Records to process START
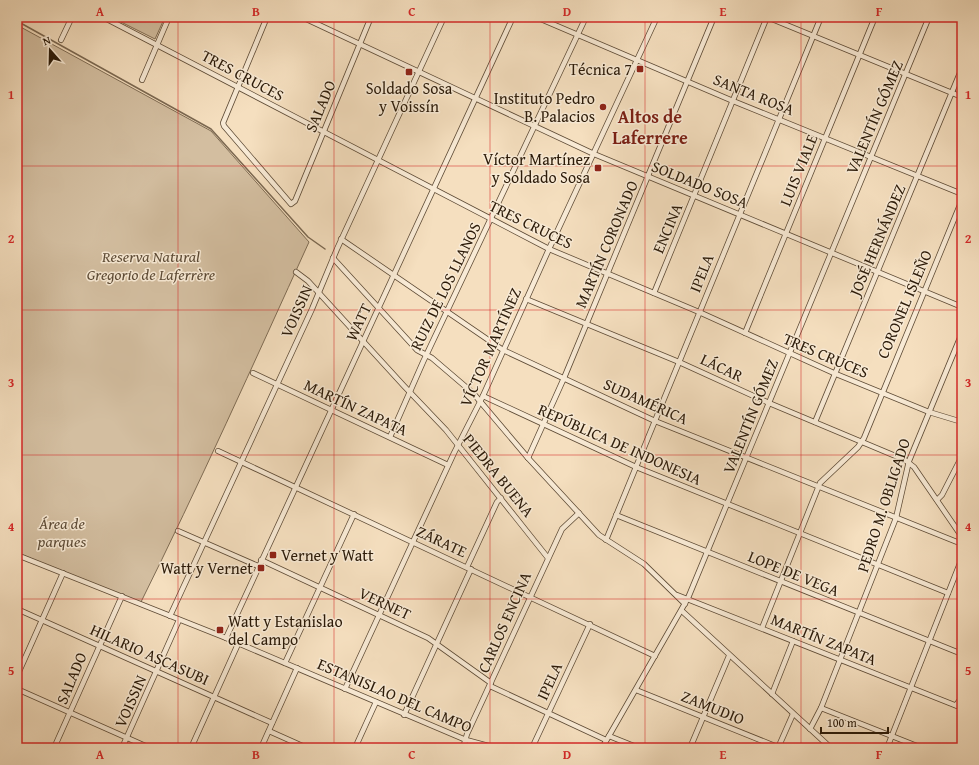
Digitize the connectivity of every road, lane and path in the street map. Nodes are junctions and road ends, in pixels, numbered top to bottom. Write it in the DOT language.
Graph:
graph roads {
  1 [pos="72,17"];
  2 [pos="103,17"];
  3 [pos="169,17"];
  4 [pos="267,17"];
  5 [pos="302,17"];
  6 [pos="371,17"];
  7 [pos="444,17"];
  8 [pos="513,17"];
  9 [pos="536,17"];
  10 [pos="586,17"];
  11 [pos="657,17"];
  12 [pos="714,17"];
  13 [pos="767,17"];
  14 [pos="821,17"];
  15 [pos="875,17"];
  16 [pos="929,17"];
  17 [pos="578,35"];
  18 [pos="813,36"];
  19 [pos="61,40"];
  20 [pos="360,44"];
  21 [pos="158,45"];
  22 [pos="859,55"];
  23 [pos="637,60"];
  24 [pos="962,68"];
  25 [pos="419,72"];
  26 [pos="906,74"];
  27 [pos="142,80"];
  28 [pos="687,81"];
  29 [pos="237,87"];
  30 [pos="952,92"];
  31 [pos="962,97"];
  32 [pos="476,99"];
  33 [pos="733,101"];
  34 [pos="780,119"];
  35 [pos="534,126"];
  36 [pos="324,132"];
  37 [pos="825,138"];
  38 [pos="594,154"];
  39 [pos="871,156"];
  40 [pos="377,160"];
  41 [pos="918,176"];
  42 [pos="648,177"];
  43 [pos="434,189"];
  44 [pos="962,194"];
  45 [pos="694,196"];
  46 [pos="962,200"];
  47 [pos="739,214"];
  48 [pos="491,219"];
  49 [pos="785,234"];
  50 [pos="341,239"];
  51 [pos="548,249"];
  52 [pos="832,253"];
  53 [pos="333,258"];
  54 [pos="296,272"];
  55 [pos="878,272"];
  56 [pos="607,274"];
  57 [pos="394,275"];
  58 [pos="924,291"];
  59 [pos="319,293"];
  60 [pos="654,293"];
  61 [pos="526,298"];
  62 [pos="379,307"];
  63 [pos="962,307"];
  64 [pos="448,312"];
  65 [pos="699,312"];
  66 [pos="586,324"];
  67 [pos="962,332"];
  68 [pos="745,333"];
  69 [pos="363,342"];
  70 [pos="503,350"];
  71 [pos="790,354"];
  72 [pos="426,355"];
  73 [pos="679,362"];
  74 [pos="253,373"];
  75 [pos="836,374"];
  76 [pos="564,378"];
  77 [pos="276,384"];
  78 [pos="882,392"];
  79 [pos="410,393"];
  80 [pos="482,399"];
  81 [pos="769,404"];
  82 [pos="331,410"];
  83 [pos="929,412"];
  84 [pos="655,421"];
  85 [pos="815,422"];
  86 [pos="962,422"];
  87 [pos="543,424"];
  88 [pos="390,437"];
  89 [pos="862,442"];
  90 [pos="458,444"];
  91 [pos="218,451"];
  92 [pos="962,456"];
  93 [pos="528,458"];
  94 [pos="747,458"];
  95 [pos="241,462"];
  96 [pos="909,462"];
  97 [pos="448,465"];
  98 [pos="636,467"];
  99 [pos="818,486"];
  100 [pos="295,487"];
  101 [pos="501,498"];
  102 [pos="937,500"];
  103 [pos="727,505"];
  104 [pos="579,513"];
  105 [pos="354,514"];
  106 [pos="616,516"];
  107 [pos="896,518"];
  108 [pos="178,531"];
  109 [pos="800,534"];
  110 [pos="962,537"];
  111 [pos="606,540"];
  112 [pos="204,542"];
  113 [pos="414,542"];
  114 [pos="962,544"];
  115 [pos="707,552"];
  116 [pos="17,555"];
  117 [pos="548,558"];
  118 [pos="962,558"];
  119 [pos="261,560"];
  120 [pos="878,564"];
  121 [pos="258,566"];
  122 [pos="469,568"];
  123 [pos="63,573"];
  124 [pos="781,582"];
  125 [pos="321,587"];
  126 [pos="948,593"];
  127 [pos="676,594"];
  128 [pos="122,596"];
  129 [pos="530,597"];
  130 [pos="688,598"];
  131 [pos="685,604"];
  132 [pos="17,609"];
  133 [pos="682,611"];
  134 [pos="858,613"];
  135 [pos="380,615"];
  136 [pos="170,616"];
  137 [pos="41,620"];
  138 [pos="179,620"];
  139 [pos="590,624"];
  140 [pos="762,628"];
  141 [pos="226,638"];
  142 [pos="793,641"];
  143 [pos="437,642"];
  144 [pos="929,642"];
  145 [pos="238,644"];
  146 [pos="99,645"];
  147 [pos="962,654"];
  148 [pos="655,656"];
  149 [pos="729,656"];
  150 [pos="839,660"];
  151 [pos="285,663"];
  152 [pos="297,668"];
  153 [pos="157,672"];
  154 [pos="17,676"];
  155 [pos="490,684"];
  156 [pos="346,688"];
  157 [pos="910,688"];
  158 [pos="17,689"];
  159 [pos="636,690"];
  160 [pos="772,694"];
  161 [pos="962,697"];
  162 [pos="214,698"];
  163 [pos="376,702"];
  164 [pos="956,705"];
  165 [pos="821,708"];
  166 [pos="962,708"];
  167 [pos="70,713"];
  168 [pos="548,714"];
  169 [pos="793,714"];
  170 [pos="404,715"];
  171 [pos="703,717"];
  172 [pos="272,723"];
  173 [pos="810,729"];
  174 [pos="269,730"];
  175 [pos="892,736"];
  176 [pos="127,738"];
  177 [pos="608,738"];
  178 [pos="466,740"];
  179 [pos="54,748"];
  180 [pos="122,748"];
  181 [pos="150,748"];
  182 [pos="191,748"];
  183 [pos="261,748"];
  184 [pos="307,748"];
  185 [pos="355,748"];
  186 [pos="463,748"];
  187 [pos="480,748"];
  188 [pos="496,748"];
  189 [pos="532,748"];
  190 [pos="602,748"];
  191 [pos="639,748"];
  192 [pos="690,748"];
  193 [pos="779,748"];
  194 [pos="831,748"];
  195 [pos="887,748"];
  196 [pos="922,748"];
  1 -- 19 [label="street"];
  2 -- 21 [label="street, TRES CRUCES"];
  3 -- 21 [label="street"];
  4 -- 29 [label="street"];
  5 -- 20 [label="street, SOLDADO SOSA"];
  6 -- 20 [label="street, SALADO"];
  7 -- 25 [label="street, VOISSIN"];
  8 -- 32 [label="street, WATT"];
  9 -- 17 [label="street, SANTA ROSA"];
  10 -- 17 [label="street, RUIZ DE LOS LLANOS"];
  11 -- 23 [label="street, VÍCTOR MARTÍNEZ"];
  12 -- 28 [label="street, MARTÍN CORONADO"];
  13 -- 18 [label="street"];
  13 -- 33 [label="street, ENCINA"];
  14 -- 18 [label="street, IPELA"];
  15 -- 22 [label="street, LUIS VIALE"];
  16 -- 26 [label="street, VALENTÍN GÓMEZ"];
  17 -- 23 [label="street, SANTA ROSA"];
  17 -- 35 [label="street, RUIZ DE LOS LLANOS"];
  18 -- 22 [label="street"];
  18 -- 34 [label="street, IPELA"];
  20 -- 25 [label="street, SOLDADO SOSA"];
  20 -- 36 [label="street, SALADO"];
  21 -- 27 [label="street"];
  21 -- 29 [label="street, TRES CRUCES"];
  22 -- 26 [label="street"];
  22 -- 37 [label="street, LUIS VIALE"];
  23 -- 28 [label="street, SANTA ROSA"];
  23 -- 38 [label="street, VÍCTOR MARTÍNEZ"];
  24 -- 30 [label="street, JOSÉ HERNÁNDEZ"];
  25 -- 32 [label="street, SOLDADO SOSA"];
  25 -- 40 [label="street, VOISSIN"];
  26 -- 30 [label="street"];
  26 -- 39 [label="street, VALENTÍN GÓMEZ"];
  28 -- 33 [label="street, SANTA ROSA"];
  28 -- 42 [label="street, MARTÍN CORONADO"];
  29 -- 36 [label="street, TRES CRUCES"];
  29 -- 36 [label="street, SALADO"];
  30 -- 31 [label="street"];
  30 -- 41 [label="street, JOSÉ HERNÁNDEZ"];
  32 -- 35 [label="street, SOLDADO SOSA"];
  32 -- 43 [label="street, WATT"];
  33 -- 34 [label="street, SANTA ROSA"];
  33 -- 45 [label="street, ENCINA"];
  34 -- 37 [label="street, SANTA ROSA"];
  34 -- 47 [label="street, IPELA"];
  35 -- 38 [label="street, SOLDADO SOSA"];
  35 -- 48 [label="street, RUIZ DE LOS LLANOS"];
  36 -- 40 [label="street, TRES CRUCES"];
  37 -- 39 [label="street, SANTA ROSA"];
  37 -- 49 [label="street, LUIS VIALE"];
  38 -- 42 [label="street, SOLDADO SOSA"];
  38 -- 51 [label="street, VÍCTOR MARTÍNEZ"];
  39 -- 41 [label="street, SANTA ROSA"];
  39 -- 52 [label="street, VALENTÍN GÓMEZ"];
  40 -- 43 [label="street, TRES CRUCES"];
  40 -- 50 [label="street, VOISSIN"];
  41 -- 44 [label="street, SANTA ROSA"];
  41 -- 55 [label="street, JOSÉ HERNÁNDEZ"];
  42 -- 45 [label="street, SOLDADO SOSA"];
  42 -- 56 [label="street, MARTÍN CORONADO"];
  43 -- 48 [label="street, TRES CRUCES"];
  43 -- 57 [label="street, WATT"];
  45 -- 47 [label="street, SOLDADO SOSA"];
  45 -- 60 [label="street, ENCINA"];
  46 -- 58 [label="street, CORONEL ISLEÑO"];
  47 -- 49 [label="street, SOLDADO SOSA"];
  47 -- 65 [label="street, IPELA"];
  48 -- 51 [label="street, TRES CRUCES"];
  48 -- 64 [label="street, RUIZ DE LOS LLANOS"];
  49 -- 52 [label="street, SOLDADO SOSA"];
  49 -- 68 [label="street, LUIS VIALE"];
  50 -- 53 [label="street, VOISSIN"];
  50 -- 57 [label="street, SUDAMÉRICA"];
  51 -- 56 [label="street, TRES CRUCES"];
  51 -- 61 [label="street, VÍCTOR MARTÍNEZ"];
  52 -- 55 [label="street, SOLDADO SOSA"];
  52 -- 71 [label="street, VALENTÍN GÓMEZ"];
  53 -- 59 [label="street, VOISSIN"];
  53 -- 62 [label="street"];
  54 -- 59 [label="street, PIEDRA BUENA"];
  55 -- 58 [label="street, SOLDADO SOSA"];
  55 -- 75 [label="street, JOSÉ HERNÁNDEZ"];
  56 -- 60 [label="street, TRES CRUCES"];
  56 -- 66 [label="street, MARTÍN CORONADO"];
  57 -- 62 [label="street, WATT"];
  57 -- 64 [label="street, SUDAMÉRICA"];
  58 -- 63 [label="street, SOLDADO SOSA"];
  58 -- 78 [label="street, CORONEL ISLEÑO"];
  59 -- 69 [label="street, PIEDRA BUENA"];
  59 -- 77 [label="street, VOISSIN"];
  60 -- 65 [label="street, TRES CRUCES"];
  61 -- 66 [label="street, LÁCAR"];
  61 -- 70 [label="street, VÍCTOR MARTÍNEZ"];
  62 -- 69 [label="street, WATT"];
  62 -- 72 [label="street"];
  64 -- 70 [label="street, SUDAMÉRICA"];
  64 -- 72 [label="street, RUIZ DE LOS LLANOS"];
  65 -- 68 [label="street, TRES CRUCES"];
  65 -- 73 [label="street, IPELA"];
  66 -- 73 [label="street, LÁCAR"];
  66 -- 76 [label="street, MARTÍN CORONADO"];
  67 -- 83 [label="street, PEDRO M. OBLIGADO"];
  68 -- 71 [label="street, TRES CRUCES"];
  69 -- 79 [label="street, PIEDRA BUENA"];
  69 -- 82 [label="street, WATT"];
  70 -- 76 [label="street, SUDAMÉRICA"];
  70 -- 80 [label="street, VÍCTOR MARTÍNEZ"];
  71 -- 75 [label="street, TRES CRUCES"];
  71 -- 81 [label="street, VALENTÍN GÓMEZ"];
  72 -- 79 [label="street, RUIZ DE LOS LLANOS"];
  72 -- 80 [label="street"];
  73 -- 81 [label="street, LÁCAR"];
  73 -- 84 [label="street, IPELA"];
  74 -- 77 [label="street, MARTÍN ZAPATA"];
  75 -- 78 [label="street, TRES CRUCES"];
  75 -- 85 [label="street, JOSÉ HERNÁNDEZ"];
  76 -- 84 [label="street, SUDAMÉRICA"];
  76 -- 87 [label="street, MARTÍN CORONADO"];
  77 -- 82 [label="street, MARTÍN ZAPATA"];
  77 -- 95 [label="street, VOISSIN"];
  78 -- 83 [label="street, TRES CRUCES"];
  78 -- 89 [label="street, CORONEL ISLEÑO"];
  79 -- 88 [label="street, RUIZ DE LOS LLANOS"];
  79 -- 90 [label="street, PIEDRA BUENA"];
  80 -- 87 [label="street, REPÚBLICA DE INDONESIA"];
  80 -- 90 [label="street, VÍCTOR MARTÍNEZ"];
  80 -- 93 [label="street"];
  81 -- 85 [label="street, LÁCAR"];
  81 -- 94 [label="street, VALENTÍN GÓMEZ"];
  82 -- 88 [label="street, MARTÍN ZAPATA"];
  82 -- 100 [label="street, WATT"];
  83 -- 86 [label="street, TRES CRUCES"];
  83 -- 96 [label="street, PEDRO M. OBLIGADO"];
  84 -- 94 [label="street, SUDAMÉRICA"];
  84 -- 98 [label="street, IPELA"];
  85 -- 89 [label="street, LÁCAR"];
  87 -- 93 [label="street, MARTÍN CORONADO"];
  87 -- 98 [label="street, REPÚBLICA DE INDONESIA"];
  88 -- 97 [label="street, MARTÍN ZAPATA"];
  89 -- 96 [label="street, LÁCAR"];
  89 -- 99 [label="street, CORONEL ISLEÑO"];
  90 -- 97 [label="street, VÍCTOR MARTÍNEZ"];
  90 -- 101 [label="street, PIEDRA BUENA"];
  91 -- 95 [label="street, ZÁRATE"];
  92 -- 102 [label="street"];
  93 -- 104 [label="street"];
  94 -- 99 [label="street, SUDAMÉRICA"];
  94 -- 103 [label="street, VALENTÍN GÓMEZ"];
  95 -- 100 [label="street, ZÁRATE"];
  95 -- 112 [label="street, VOISSIN"];
  96 -- 102 [label="street"];
  96 -- 107 [label="street, PEDRO M. OBLIGADO"];
  97 -- 113 [label="street, VÍCTOR MARTÍNEZ"];
  98 -- 103 [label="street, REPÚBLICA DE INDONESIA"];
  98 -- 106 [label="street, IPELA"];
  99 -- 107 [label="street, SUDAMÉRICA"];
  99 -- 109 [label="street, CORONEL ISLEÑO"];
  100 -- 105 [label="street, ZÁRATE"];
  100 -- 119 [label="street, WATT"];
  101 -- 117 [label="street, PIEDRA BUENA"];
  101 -- 122 [label="street"];
  102 -- 110 [label="street"];
  103 -- 109 [label="street, REPÚBLICA DE INDONESIA"];
  103 -- 115 [label="street, VALENTÍN GÓMEZ"];
  104 -- 111 [label="street"];
  104 -- 117 [label="street, CARLOS ENCINA"];
  105 -- 113 [label="street, ZÁRATE"];
  105 -- 125 [label="street"];
  106 -- 111 [label="street, IPELA"];
  106 -- 115 [label="street, LOPE DE VEGA"];
  107 -- 114 [label="street, SUDAMÉRICA"];
  107 -- 120 [label="street, PEDRO M. OBLIGADO"];
  108 -- 112 [label="street"];
  109 -- 120 [label="street, REPÚBLICA DE INDONESIA"];
  109 -- 124 [label="street, CORONEL ISLEÑO"];
  111 -- 127 [label="street"];
  112 -- 121 [label="street"];
  112 -- 136 [label="street, VOISSIN"];
  113 -- 122 [label="street, ZÁRATE"];
  113 -- 135 [label="street, VÍCTOR MARTÍNEZ"];
  115 -- 124 [label="street, LOPE DE VEGA"];
  115 -- 130 [label="street, VALENTÍN GÓMEZ"];
  116 -- 123 [label="street, ESTANISLAO DEL CAMPO"];
  117 -- 129 [label="street, CARLOS ENCINA"];
  118 -- 126 [label="street"];
  119 -- 121 [label="street, WATT"];
  119 -- 125 [label="street, VERNET"];
  120 -- 126 [label="street, REPÚBLICA DE INDONESIA"];
  120 -- 134 [label="street, PEDRO M. OBLIGADO"];
  121 -- 141 [label="street, WATT"];
  122 -- 129 [label="street, ZÁRATE"];
  122 -- 143 [label="street"];
  123 -- 128 [label="street, ESTANISLAO DEL CAMPO"];
  123 -- 137 [label="street"];
  124 -- 134 [label="street, LOPE DE VEGA"];
  124 -- 140 [label="street, CORONEL ISLEÑO"];
  125 -- 135 [label="street, VERNET"];
  125 -- 151 [label="street"];
  126 -- 144 [label="street"];
  127 -- 130 [label="street, MARTÍN ZAPATA"];
  127 -- 131 [label="street"];
  128 -- 136 [label="street, ESTANISLAO DEL CAMPO"];
  128 -- 146 [label="street, SALADO"];
  129 -- 139 [label="street, ZÁRATE"];
  129 -- 155 [label="street, CARLOS ENCINA"];
  130 -- 131 [label="street, VALENTÍN GÓMEZ"];
  130 -- 140 [label="street, MARTÍN ZAPATA"];
  131 -- 133 [label="street, VALENTÍN GÓMEZ"];
  132 -- 137 [label="street, HILARIO ASCASUBI"];
  133 -- 148 [label="street, VALENTÍN GÓMEZ"];
  133 -- 149 [label="street"];
  134 -- 144 [label="street, LOPE DE VEGA"];
  134 -- 150 [label="street, PEDRO M. OBLIGADO"];
  135 -- 143 [label="street, VERNET"];
  135 -- 156 [label="street, VÍCTOR MARTÍNEZ"];
  136 -- 138 [label="street, ESTANISLAO DEL CAMPO"];
  137 -- 146 [label="street, HILARIO ASCASUBI"];
  137 -- 154 [label="street"];
  138 -- 141 [label="street, ESTANISLAO DEL CAMPO"];
  138 -- 153 [label="street, VOISSIN"];
  139 -- 148 [label="street, ZÁRATE"];
  139 -- 168 [label="street, IPELA"];
  140 -- 142 [label="street, MARTÍN ZAPATA"];
  141 -- 145 [label="street, ESTANISLAO DEL CAMPO"];
  142 -- 150 [label="street, MARTÍN ZAPATA"];
  142 -- 160 [label="street"];
  143 -- 155 [label="street, VERNET"];
  143 -- 170 [label="street"];
  144 -- 147 [label="street, LOPE DE VEGA"];
  144 -- 157 [label="street"];
  145 -- 151 [label="street, ESTANISLAO DEL CAMPO"];
  145 -- 162 [label="street"];
  146 -- 153 [label="street, HILARIO ASCASUBI"];
  146 -- 167 [label="street, SALADO"];
  148 -- 159 [label="street, VALENTÍN GÓMEZ"];
  149 -- 160 [label="street"];
  149 -- 171 [label="street"];
  150 -- 157 [label="street, MARTÍN ZAPATA"];
  150 -- 165 [label="street, PEDRO M. OBLIGADO"];
  151 -- 152 [label="street, ESTANISLAO DEL CAMPO"];
  152 -- 156 [label="street, ESTANISLAO DEL CAMPO"];
  152 -- 172 [label="street"];
  153 -- 162 [label="street, HILARIO ASCASUBI"];
  153 -- 176 [label="street, VOISSIN"];
  155 -- 168 [label="street, VERNET"];
  155 -- 178 [label="street, CARLOS ENCINA"];
  156 -- 163 [label="street, ESTANISLAO DEL CAMPO"];
  157 -- 164 [label="street, MARTÍN ZAPATA"];
  157 -- 175 [label="street"];
  158 -- 167 [label="street"];
  159 -- 171 [label="street, ZAMUDIO"];
  159 -- 177 [label="street, VALENTÍN GÓMEZ"];
  160 -- 169 [label="street"];
  161 -- 164 [label="street"];
  162 -- 172 [label="street, HILARIO ASCASUBI"];
  162 -- 182 [label="street"];
  163 -- 170 [label="street, ESTANISLAO DEL CAMPO"];
  163 -- 185 [label="street"];
  164 -- 166 [label="street, MARTÍN ZAPATA"];
  165 -- 173 [label="street, PEDRO M. OBLIGADO"];
  165 -- 175 [label="street"];
  167 -- 176 [label="street"];
  167 -- 179 [label="street, SALADO"];
  168 -- 177 [label="street, VERNET"];
  168 -- 189 [label="street, IPELA"];
  169 -- 173 [label="street"];
  169 -- 193 [label="street"];
  170 -- 178 [label="street, ESTANISLAO DEL CAMPO"];
  171 -- 192 [label="street"];
  171 -- 193 [label="street, ZAMUDIO"];
  172 -- 174 [label="street"];
  173 -- 194 [label="street"];
  174 -- 183 [label="street"];
  174 -- 184 [label="street"];
  175 -- 195 [label="street"];
  175 -- 196 [label="street"];
  176 -- 180 [label="street, VOISSIN"];
  176 -- 181 [label="street"];
  177 -- 190 [label="street, VALENTÍN GÓMEZ"];
  177 -- 191 [label="street, VERNET"];
  178 -- 186 [label="street, CARLOS ENCINA"];
  178 -- 187 [label="street"];
  178 -- 188 [label="street, ESTANISLAO DEL CAMPO"];
}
Records to process END
* **The problem**: Every line of the entries above that holds "VEGA" should be copied out.

* **Response to the task**:
  106 -- 115 [label="street, LOPE DE VEGA"];
  115 -- 124 [label="street, LOPE DE VEGA"];
  124 -- 134 [label="street, LOPE DE VEGA"];
  134 -- 144 [label="street, LOPE DE VEGA"];
  144 -- 147 [label="street, LOPE DE VEGA"];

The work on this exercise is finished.